I wanted to share some good francophile reads with you:

A Train in Winter: An Extraordinary Story of Women, Friendship, and Resistance in Occupied France, by Caroline Moorehead, is the account of women members of the French Resistance who were caught and sent to concentration camps. Many died in the camps, but those who did survive that torment did so in no small part because of the strength they found in their friendships. The book is meticulously researched, based on both original materials, archives, and interviews with the survivors. You will be deeply moved.

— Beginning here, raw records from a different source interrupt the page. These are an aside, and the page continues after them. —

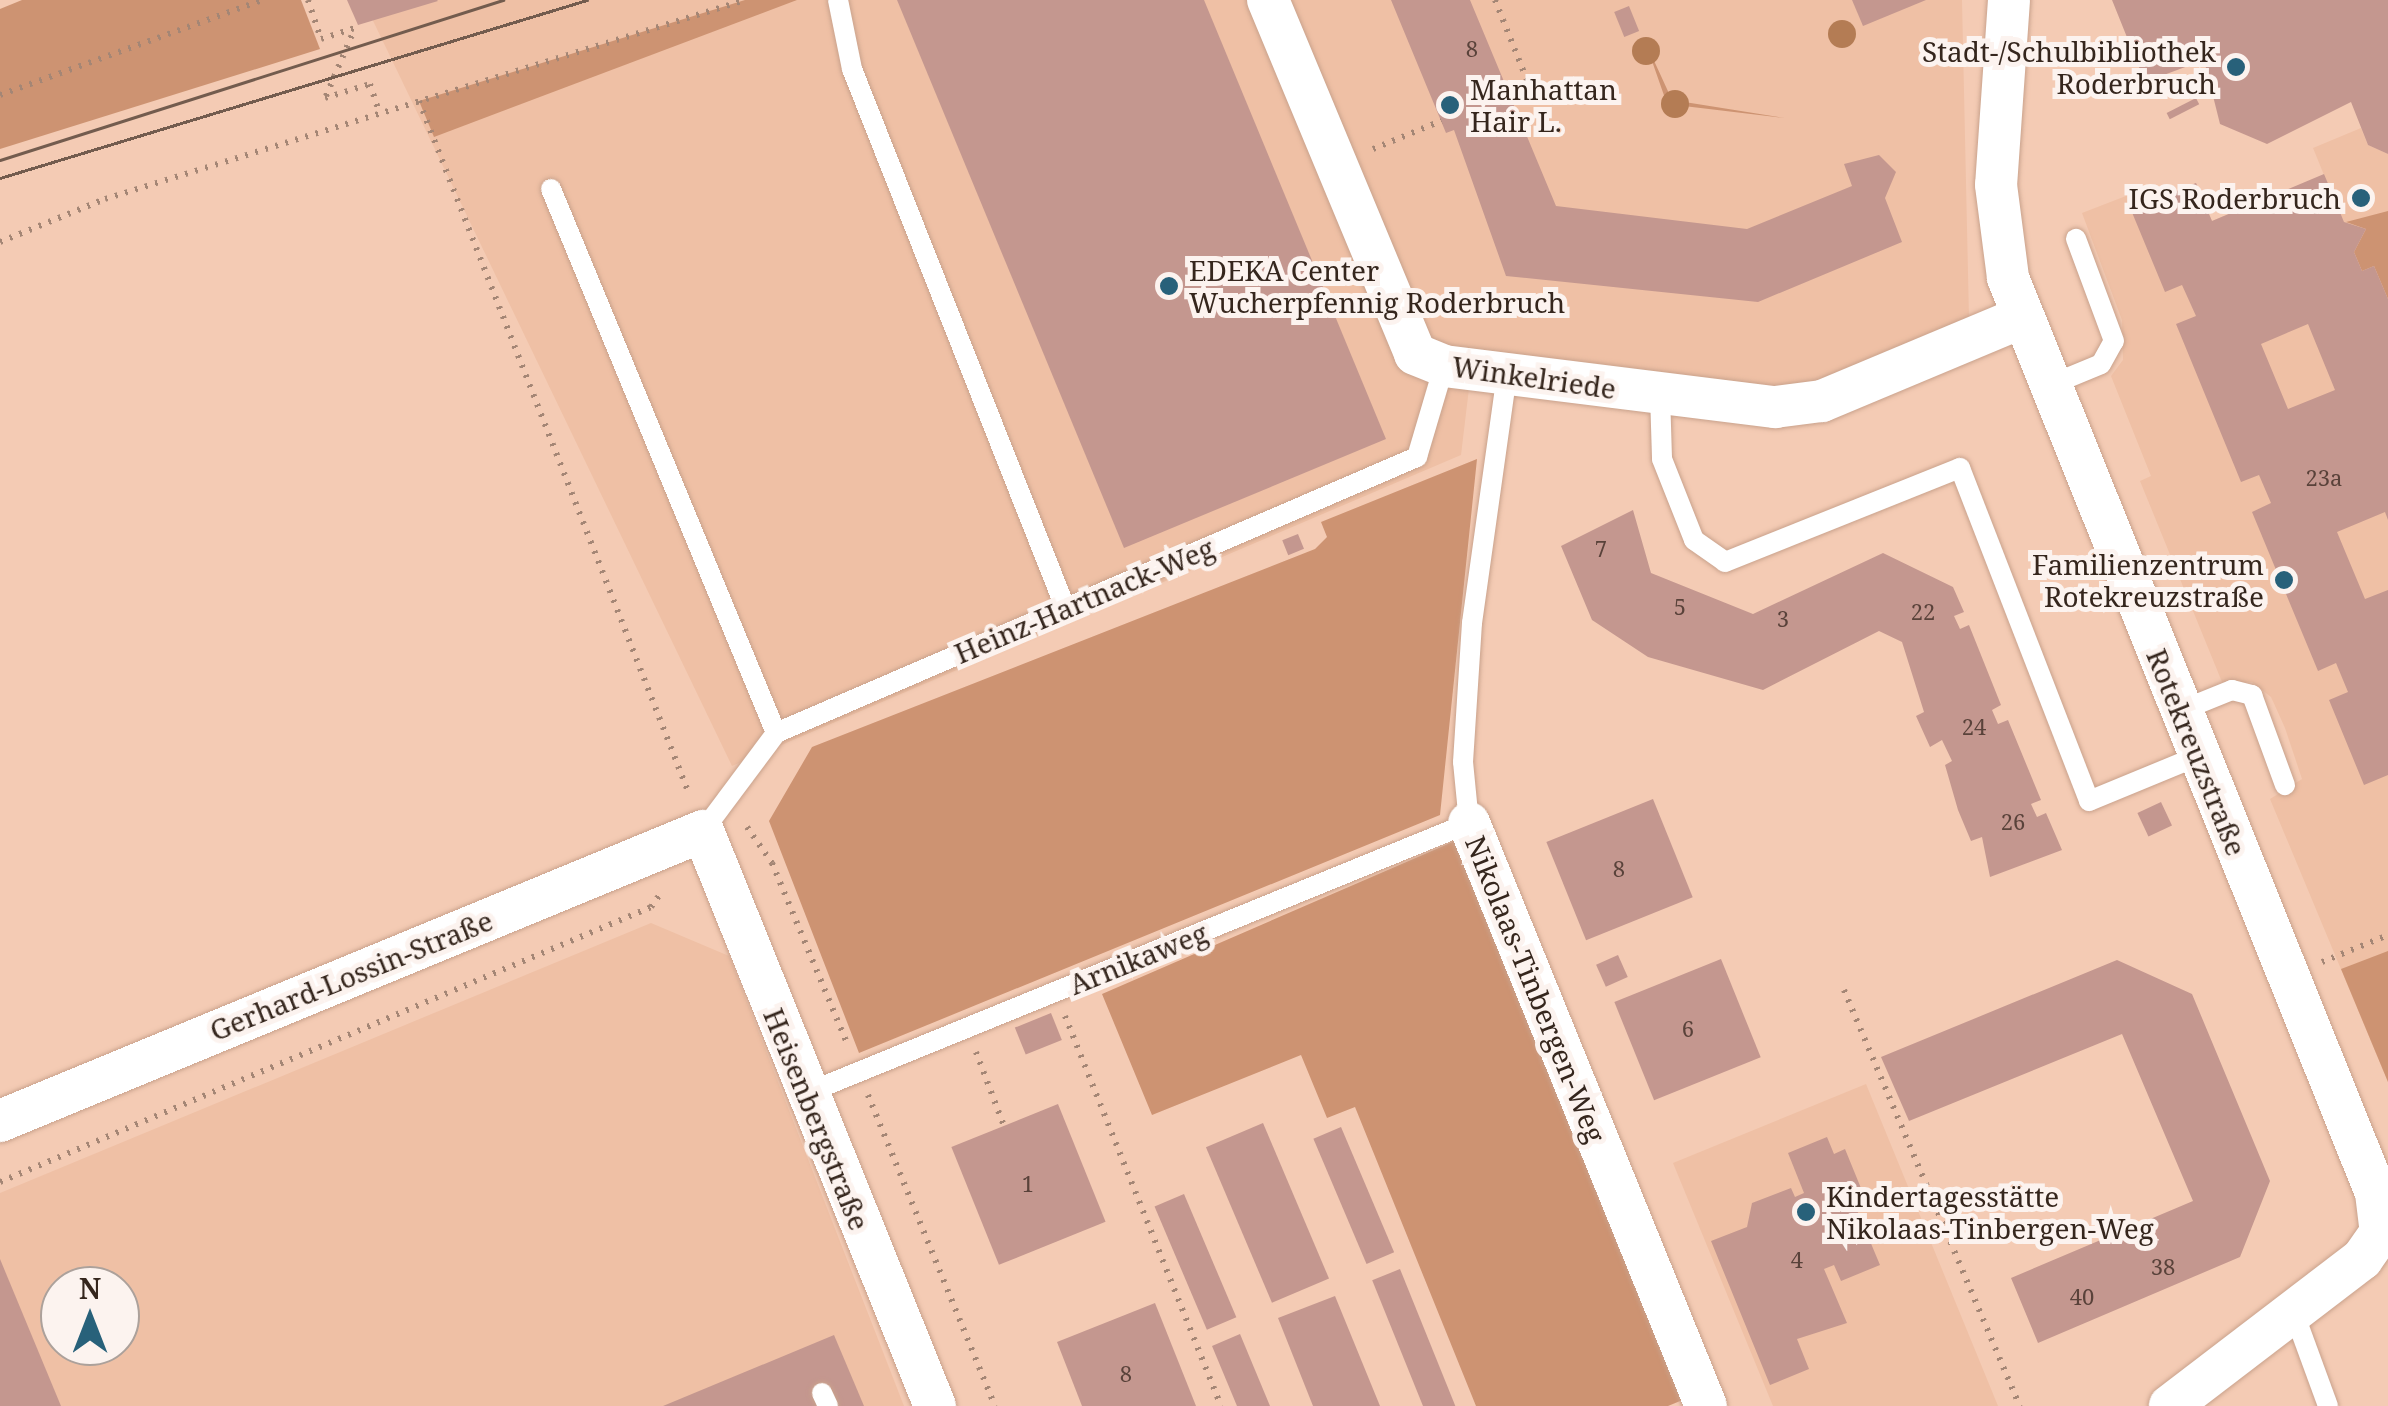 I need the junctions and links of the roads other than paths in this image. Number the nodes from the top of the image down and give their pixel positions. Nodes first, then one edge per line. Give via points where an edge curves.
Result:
1 (838, 0) edge
2 (1268, 0) edge
3 (2009, 0) edge
4 (551, 189) dead end
5 (2076, 238) dead end
6 (2020, 318) junction
7 (1444, 366) junction
8 (1507, 374) junction
9 (2048, 386) junction
10 (1660, 394) junction
11 (1066, 607) junction
12 (2180, 711) junction
13 (776, 732) junction
14 (2198, 756) junction
15 (2285, 786) dead end
16 (1469, 822) junction
17 (703, 831) junction
18 (807, 1093) junction
19 (0, 1121) edge
20 (2384, 1232) edge
21 (2294, 1313) junction
22 (934, 1406) edge
23 (1706, 1406) edge
24 (2170, 1406) edge
25 (2328, 1406) edge

1 - 11 lane via 852,69
2 - 7 street, Winkelriede via 1415,354
3 - 6 street, Rotekreuzstraße via 1996,185
4 - 13 lane
5 - 9 lane via 2114,341 2101,364
6 - 9 street, Rotekreuzstraße
6 - 10 street, Winkelriede via 1822,401 1775,406
7 - 8 street, Winkelriede
7 - 11 lane, Heinz-Hartnack-Weg via 1417,457
8 - 10 street, Winkelriede
8 - 16 lane, Nikolaas-Tinbergen-Weg via 1472,623 1463,762
9 - 12 street, Rotekreuzstraße
10 - 14 lane via 1662,460 1694,540 1724,562 1960,468 2089,801
11 - 13 lane, Heinz-Hartnack-Weg
12 - 14 street, Rotekreuzstraße
12 - 15 lane via 2232,690 2252,696
13 - 17 lane
14 - 20 street, Rotekreuzstraße via 2376,1192
16 - 18 lane, Arnikaweg
16 - 23 street, Nikolaas-Tinbergen-Weg
17 - 18 street, Heisenbergstraße
17 - 19 street, Gerhard-Lossin-Straße
18 - 22 street, Heisenbergstraße
20 - 21 street, Rotekreuzstraße via 2362,1259
21 - 24 street, Rotekreuzstraße
21 - 25 lane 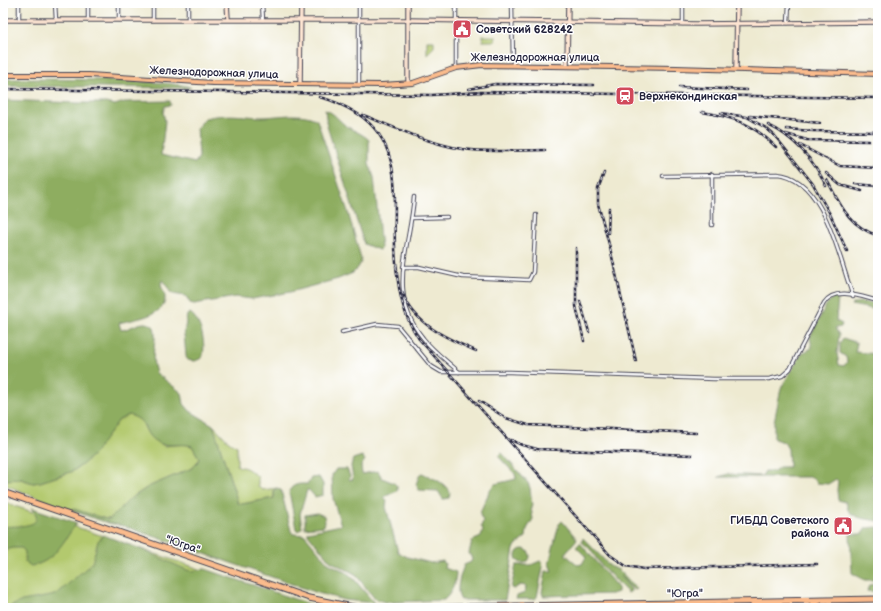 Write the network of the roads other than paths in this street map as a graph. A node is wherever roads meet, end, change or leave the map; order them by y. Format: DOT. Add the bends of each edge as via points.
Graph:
graph roads {
  1 [pos="19,3"];
  2 [pos="55,3"];
  3 [pos="88,3"];
  4 [pos="120,3"];
  5 [pos="153,3"];
  6 [pos="188,3"];
  7 [pos="227,3"];
  8 [pos="262,3"];
  9 [pos="301,3"];
  10 [pos="359,3"];
  11 [pos="408,3"];
  12 [pos="456,3"];
  13 [pos="512,3"];
  14 [pos="568,3"];
  15 [pos="683,3"];
  16 [pos="737,3"];
  17 [pos="789,3"];
  18 [pos="188,19"];
  19 [pos="228,19"];
  20 [pos="3,20"];
  21 [pos="19,20"];
  22 [pos="56,20"];
  23 [pos="88,20"];
  24 [pos="119,20"];
  25 [pos="153,20"];
  26 [pos="263,20"];
  27 [pos="301,20"];
  28 [pos="359,20"];
  29 [pos="408,20"];
  30 [pos="456,20"];
  31 [pos="512,22"];
  32 [pos="567,22"];
  33 [pos="788,22"];
  34 [pos="878,22"];
  35 [pos="683,24"];
  36 [pos="737,24"];
  37 [pos="512,65"];
  38 [pos="567,66"];
  39 [pos="456,68"];
  40 [pos="736,69"];
  41 [pos="878,74"];
  42 [pos="3,75"];
  43 [pos="300,84"];
  44 [pos="408,84"];
  45 [pos="359,85"];
  46 [pos="712,174"];
  47 [pos="663,176"];
  48 [pos="414,197"];
  49 [pos="536,215"];
  50 [pos="447,217"];
  51 [pos="412,218"];
  52 [pos="712,225"];
  53 [pos="403,267"];
  54 [pos="853,296"];
  55 [pos="878,300"];
  56 [pos="342,332"];
  57 [pos="460,372"];
  58 [pos="3,492"];
  59 [pos="878,599"];
  60 [pos="822,600"];
  61 [pos="714,602"];
  62 [pos="659,606"];
  63 [pos="358,608"];
  64 [pos="418,608"];
  65 [pos="777,608"];
  66 [pos="811,608"];
  1 -- 21 [label="street"];
  2 -- 22 [label="street"];
  3 -- 23 [label="street"];
  4 -- 24 [label="street"];
  5 -- 25 [label="street"];
  6 -- 18 [label="street"];
  7 -- 19 [label="street"];
  8 -- 26 [label="street"];
  9 -- 27 [label="street"];
  10 -- 28 [label="street"];
  11 -- 29 [label="street"];
  12 -- 30 [label="street"];
  13 -- 31 [label="street"];
  14 -- 32 [label="street"];
  15 -- 35 [label="street"];
  16 -- 36 [label="street"];
  17 -- 33 [label="street"];
  18 -- 19 [label="street"];
  18 -- 25 [label="street"];
  19 -- 26 [label="street"];
  20 -- 21 [label="street"];
  21 -- 22 [label="street"];
  22 -- 23 [label="street"];
  23 -- 24 [label="street"];
  24 -- 25 [label="street"];
  26 -- 27 [label="street"];
  27 -- 28 [label="street"];
  27 -- 43 [label="street"];
  28 -- 29 [label="street"];
  28 -- 45 [label="street"];
  29 -- 30 [label="street"];
  29 -- 44 [label="street"];
  30 -- 31 [label="street"];
  30 -- 39 [label="street"];
  31 -- 32 [label="street"];
  31 -- 37 [label="street"];
  32 -- 35 [label="street"];
  32 -- 38 [label="street"];
  33 -- 34 [label="street"];
  33 -- 36 [label="street"];
  35 -- 36 [label="street"];
  36 -- 40 [label="street"];
  37 -- 38 [label="main road, Железнодорожная улица"];
  37 -- 39 [label="main road, Железнодорожная улица"];
  38 -- 40 [label="main road, Железнодорожная улица"];
  39 -- 44 [label="main road, Железнодорожная улица"];
  40 -- 41 [label="main road, Железнодорожная улица"];
  42 -- 43 [label="main road, Железнодорожная улица" via="89,75 213,83"];
  43 -- 45 [label="main road, Железнодорожная улица"];
  44 -- 45 [label="main road, Железнодорожная улица"];
  46 -- 47 [label="street"];
  46 -- 52 [label="street"];
  46 -- 54 [label="street" via="781,174 800,182 825,216"];
  48 -- 51 [label="street"];
  49 -- 53 [label="street" via="533,272 528,280 463,277 415,266"];
  50 -- 51 [label="street"];
  51 -- 53 [label="street"];
  53 -- 57 [label="street" via="403,302 414,326 430,346"];
  54 -- 55 [label="street"];
  54 -- 57 [label="street" via="836,294 827,299 792,366 784,375 773,378 714,379"];
  56 -- 57 [label="street" via="377,324 396,326 436,370"];
  58 -- 63 [label="highway, \"Югра\"" via="309,598"];
  59 -- 60 [label="highway, \"Югра\""];
  60 -- 61 [label="highway, \"Югра\""];
  60 -- 66 [label="highway" via="815,602"];
  61 -- 62 [label="highway, \"Югра\""];
  61 -- 65 [label="highway, \"Югра\""];
  62 -- 64 [label="highway, \"Югра\""];
}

Lovers at The Chameleon Club: Paris, 1932, by Francine Prose, is an intricate work of fiction that is based on many factual events. The story of Lou Villars, a cross-dressing, lesbian race car driver, turned Nazi torturer, is told through what purport to be letters, memoirs, and a biography written by people who were habitués of the Chameleon Club, a Paris night spot for all sorts of people on the fringes of society. IMG_4625The elaborate plot is even stranger for the fact that Lou Villars is based on Violette Morris, who features in a photo by Brassaï, known as “Lesbian Couple at Le Monocle, 1932.” Morris/Villars was a guest of Hitler’s at the 1932 Olympics and even disclosed where the Maginot line ended, thus leading to the rapid invasion of France by German forces.

The sense of verisimilitude is heightened by all of the other characters in the story who are based on real people (Brassaï is doubled by an Hungarian photographer, an American novelist is based on Henry Miller). Each person’s contribution to the tale is told in a distinctive “voice.” How could someone go from an Olympic hopeful and an intensely nationalistic French woman to a torturer of her fellow Parisians? Where does evil come from? What is truth and who owns it? It’s an incredibly complex novel, a bit like trying to see a clear reflection in a mirror that has been broken and glued back together. And since Lou’s story is always told be someone else, the questions remain unanswered. It’s a most unusual and cleverly written book.

Bonne lecture! (Bun lek-tuur) means “Happy reading!” Enjoy!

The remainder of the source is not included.